Research shows that programming sleep in two phases renews the mind and, in addition, can enrich it. On the contrary, the longer a person remains awake, the more his mind will be lethargic. The same researchers had already verified in previous studies that the Lack of sleep the ability to retain new data by almost forty percent decreases, due to the deactivation of regions of the brain that occurs during wakefulness.
"The dream not only fixes the evil of a prolonged vigil but, at a neurocognitive level, places you in the place where you were before taking a nap," explains Matthew Walker, director of the research.

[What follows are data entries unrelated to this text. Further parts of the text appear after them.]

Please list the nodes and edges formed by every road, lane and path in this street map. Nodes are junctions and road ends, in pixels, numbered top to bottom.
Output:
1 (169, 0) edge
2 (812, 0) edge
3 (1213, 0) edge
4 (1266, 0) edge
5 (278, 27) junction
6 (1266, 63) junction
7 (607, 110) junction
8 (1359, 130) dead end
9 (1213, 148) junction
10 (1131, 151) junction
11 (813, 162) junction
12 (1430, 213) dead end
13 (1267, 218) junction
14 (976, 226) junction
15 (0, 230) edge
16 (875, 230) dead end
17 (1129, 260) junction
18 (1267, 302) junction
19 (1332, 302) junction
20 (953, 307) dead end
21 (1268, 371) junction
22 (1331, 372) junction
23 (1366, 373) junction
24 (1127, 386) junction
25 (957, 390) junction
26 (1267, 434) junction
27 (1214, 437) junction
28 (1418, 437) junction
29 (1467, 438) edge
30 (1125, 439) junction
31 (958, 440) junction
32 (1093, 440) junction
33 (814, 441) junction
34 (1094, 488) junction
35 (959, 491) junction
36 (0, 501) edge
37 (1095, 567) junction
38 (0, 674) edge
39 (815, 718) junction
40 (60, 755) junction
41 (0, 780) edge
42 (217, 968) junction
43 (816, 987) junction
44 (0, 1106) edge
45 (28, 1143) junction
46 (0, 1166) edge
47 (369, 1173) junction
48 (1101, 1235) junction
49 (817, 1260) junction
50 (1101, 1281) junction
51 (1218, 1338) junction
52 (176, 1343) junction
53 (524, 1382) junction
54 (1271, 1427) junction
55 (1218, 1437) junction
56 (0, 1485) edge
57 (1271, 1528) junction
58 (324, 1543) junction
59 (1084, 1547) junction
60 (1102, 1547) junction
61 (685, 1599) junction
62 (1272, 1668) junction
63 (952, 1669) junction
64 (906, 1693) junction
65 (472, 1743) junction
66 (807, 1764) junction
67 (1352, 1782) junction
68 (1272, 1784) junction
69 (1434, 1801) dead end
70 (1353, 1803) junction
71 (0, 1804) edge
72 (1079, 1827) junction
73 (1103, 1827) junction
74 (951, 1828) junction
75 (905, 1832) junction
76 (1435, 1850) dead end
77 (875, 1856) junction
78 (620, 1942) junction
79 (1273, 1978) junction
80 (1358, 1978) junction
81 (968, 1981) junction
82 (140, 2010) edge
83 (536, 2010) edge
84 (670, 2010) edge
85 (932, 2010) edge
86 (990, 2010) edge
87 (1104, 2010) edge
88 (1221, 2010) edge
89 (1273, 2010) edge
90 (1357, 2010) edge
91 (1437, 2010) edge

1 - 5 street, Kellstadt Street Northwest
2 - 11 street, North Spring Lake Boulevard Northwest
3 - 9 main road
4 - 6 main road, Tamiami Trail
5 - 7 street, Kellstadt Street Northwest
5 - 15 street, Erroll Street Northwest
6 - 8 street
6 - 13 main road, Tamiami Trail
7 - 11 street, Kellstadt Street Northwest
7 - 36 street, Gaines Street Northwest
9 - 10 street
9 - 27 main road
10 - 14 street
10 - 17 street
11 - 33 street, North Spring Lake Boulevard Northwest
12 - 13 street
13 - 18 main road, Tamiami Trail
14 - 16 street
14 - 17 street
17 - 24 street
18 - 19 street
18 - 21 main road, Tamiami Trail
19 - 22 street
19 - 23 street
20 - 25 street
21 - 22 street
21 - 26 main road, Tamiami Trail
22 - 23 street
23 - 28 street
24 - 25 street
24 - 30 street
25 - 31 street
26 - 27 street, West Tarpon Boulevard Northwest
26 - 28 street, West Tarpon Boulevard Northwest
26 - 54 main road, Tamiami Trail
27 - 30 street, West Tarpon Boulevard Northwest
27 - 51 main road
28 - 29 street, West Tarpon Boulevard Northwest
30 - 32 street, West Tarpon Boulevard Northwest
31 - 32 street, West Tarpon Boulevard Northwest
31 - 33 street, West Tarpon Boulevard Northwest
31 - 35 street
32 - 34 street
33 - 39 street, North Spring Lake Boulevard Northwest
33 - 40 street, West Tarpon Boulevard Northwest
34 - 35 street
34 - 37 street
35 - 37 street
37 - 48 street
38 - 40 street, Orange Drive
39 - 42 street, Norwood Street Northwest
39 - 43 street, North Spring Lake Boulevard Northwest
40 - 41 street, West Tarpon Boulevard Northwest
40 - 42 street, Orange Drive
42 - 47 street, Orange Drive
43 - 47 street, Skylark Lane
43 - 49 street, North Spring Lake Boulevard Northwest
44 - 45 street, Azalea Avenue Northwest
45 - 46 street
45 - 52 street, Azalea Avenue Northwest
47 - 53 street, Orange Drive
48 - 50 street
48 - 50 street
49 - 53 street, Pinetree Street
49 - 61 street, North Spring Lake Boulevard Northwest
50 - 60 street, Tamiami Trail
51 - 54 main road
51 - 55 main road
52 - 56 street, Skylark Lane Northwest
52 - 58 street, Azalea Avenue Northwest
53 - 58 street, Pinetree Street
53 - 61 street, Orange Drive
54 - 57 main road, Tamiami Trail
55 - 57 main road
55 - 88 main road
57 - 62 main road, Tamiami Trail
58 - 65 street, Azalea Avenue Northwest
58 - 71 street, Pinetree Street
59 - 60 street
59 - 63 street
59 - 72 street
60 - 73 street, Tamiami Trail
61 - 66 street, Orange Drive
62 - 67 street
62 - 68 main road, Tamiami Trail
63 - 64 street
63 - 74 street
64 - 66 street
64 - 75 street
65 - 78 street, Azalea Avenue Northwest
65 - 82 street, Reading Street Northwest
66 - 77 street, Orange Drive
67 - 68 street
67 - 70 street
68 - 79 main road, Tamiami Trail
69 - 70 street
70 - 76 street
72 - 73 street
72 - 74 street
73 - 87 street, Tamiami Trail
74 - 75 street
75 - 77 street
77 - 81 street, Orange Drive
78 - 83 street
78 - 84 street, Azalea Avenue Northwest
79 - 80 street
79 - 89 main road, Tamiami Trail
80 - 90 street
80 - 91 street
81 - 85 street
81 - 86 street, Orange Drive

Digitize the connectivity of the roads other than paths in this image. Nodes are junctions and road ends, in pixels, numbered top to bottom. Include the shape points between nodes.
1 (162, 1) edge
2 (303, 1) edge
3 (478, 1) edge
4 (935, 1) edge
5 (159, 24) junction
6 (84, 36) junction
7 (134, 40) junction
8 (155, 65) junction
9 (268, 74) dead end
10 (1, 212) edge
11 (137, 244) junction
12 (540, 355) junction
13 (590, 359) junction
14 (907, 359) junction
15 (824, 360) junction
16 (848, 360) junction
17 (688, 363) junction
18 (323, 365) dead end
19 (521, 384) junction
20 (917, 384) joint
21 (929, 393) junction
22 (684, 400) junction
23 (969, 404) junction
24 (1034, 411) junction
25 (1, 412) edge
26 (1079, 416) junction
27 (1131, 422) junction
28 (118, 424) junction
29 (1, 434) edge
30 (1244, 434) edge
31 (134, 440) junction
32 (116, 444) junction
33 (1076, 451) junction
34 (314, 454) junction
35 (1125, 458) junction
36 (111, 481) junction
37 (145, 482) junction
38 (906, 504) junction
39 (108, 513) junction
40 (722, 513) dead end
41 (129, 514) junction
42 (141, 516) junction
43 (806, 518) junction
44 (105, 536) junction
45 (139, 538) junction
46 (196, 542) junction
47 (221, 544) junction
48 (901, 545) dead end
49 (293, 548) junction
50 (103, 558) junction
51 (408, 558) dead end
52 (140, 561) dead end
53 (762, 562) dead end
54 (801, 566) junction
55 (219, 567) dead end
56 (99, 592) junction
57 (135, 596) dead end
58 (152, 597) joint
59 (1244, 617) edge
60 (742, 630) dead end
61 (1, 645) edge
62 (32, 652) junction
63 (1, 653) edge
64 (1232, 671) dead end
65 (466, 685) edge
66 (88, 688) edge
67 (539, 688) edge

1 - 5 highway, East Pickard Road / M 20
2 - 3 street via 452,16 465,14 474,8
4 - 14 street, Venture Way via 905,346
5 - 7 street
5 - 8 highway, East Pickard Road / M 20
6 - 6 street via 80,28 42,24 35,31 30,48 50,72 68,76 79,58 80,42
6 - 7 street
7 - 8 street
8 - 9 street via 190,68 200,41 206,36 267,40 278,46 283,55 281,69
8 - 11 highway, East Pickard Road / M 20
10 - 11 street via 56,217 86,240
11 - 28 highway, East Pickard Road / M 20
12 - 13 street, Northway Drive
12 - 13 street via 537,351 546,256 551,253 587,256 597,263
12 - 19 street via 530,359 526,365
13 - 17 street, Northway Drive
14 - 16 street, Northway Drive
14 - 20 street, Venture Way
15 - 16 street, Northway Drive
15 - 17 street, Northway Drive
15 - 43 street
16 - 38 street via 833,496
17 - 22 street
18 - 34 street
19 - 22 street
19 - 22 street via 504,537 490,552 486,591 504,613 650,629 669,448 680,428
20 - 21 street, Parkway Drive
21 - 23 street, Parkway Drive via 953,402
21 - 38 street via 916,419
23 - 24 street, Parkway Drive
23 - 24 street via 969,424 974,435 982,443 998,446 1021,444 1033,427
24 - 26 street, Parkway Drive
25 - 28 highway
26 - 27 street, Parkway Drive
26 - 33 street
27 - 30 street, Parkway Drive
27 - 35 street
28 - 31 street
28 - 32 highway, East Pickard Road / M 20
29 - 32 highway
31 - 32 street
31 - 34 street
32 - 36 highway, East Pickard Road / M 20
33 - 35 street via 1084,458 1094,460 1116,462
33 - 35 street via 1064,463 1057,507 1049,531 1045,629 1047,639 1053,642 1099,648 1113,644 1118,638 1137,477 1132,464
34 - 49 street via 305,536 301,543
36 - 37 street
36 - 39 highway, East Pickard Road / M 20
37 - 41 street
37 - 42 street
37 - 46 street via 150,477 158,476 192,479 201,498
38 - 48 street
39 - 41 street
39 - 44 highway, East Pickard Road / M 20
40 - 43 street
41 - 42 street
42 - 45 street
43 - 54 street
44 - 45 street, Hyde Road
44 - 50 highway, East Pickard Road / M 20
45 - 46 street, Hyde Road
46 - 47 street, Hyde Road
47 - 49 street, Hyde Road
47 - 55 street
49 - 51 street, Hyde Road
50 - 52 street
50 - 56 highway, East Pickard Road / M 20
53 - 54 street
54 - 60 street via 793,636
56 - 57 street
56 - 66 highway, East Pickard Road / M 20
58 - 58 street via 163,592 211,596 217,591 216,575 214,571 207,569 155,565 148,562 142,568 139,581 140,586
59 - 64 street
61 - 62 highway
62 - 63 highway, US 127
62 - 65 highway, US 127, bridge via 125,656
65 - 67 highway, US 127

In the aforementioned study, 39 healthy young adults were divided into two groups. Halfway through the day, they all participated in a learning task that activates the hippocampus, a region of the brain that is responsible for the consolidation of memory and learning.
At two in the afternoon, one of the groups slept for 90 minutes, while the other remained awake. Later, around six o'clock in the afternoon, both groups carried out a new round of learning exercises. Those who had slept got better results, performed the test better and increased their ability to learn, compared to those who had stayed awake throughout the day.
Electroencephalogram tests, which measure electrical activity in the brain, indicated that the process of memory cooling that occurs during the nap is associated with phase II of non-REM sleep (short for Rapid Eye Movements, in English). The phase II sleep is partially restorative, it is not enough for the rest to be considered complete and occupies about 50% of the sleep time in the adult. Walker adds that the purpose of this phase of the dream was unknown and that the results of the study help to understand why humans spend almost half of their sleep hours in phase II, not REM.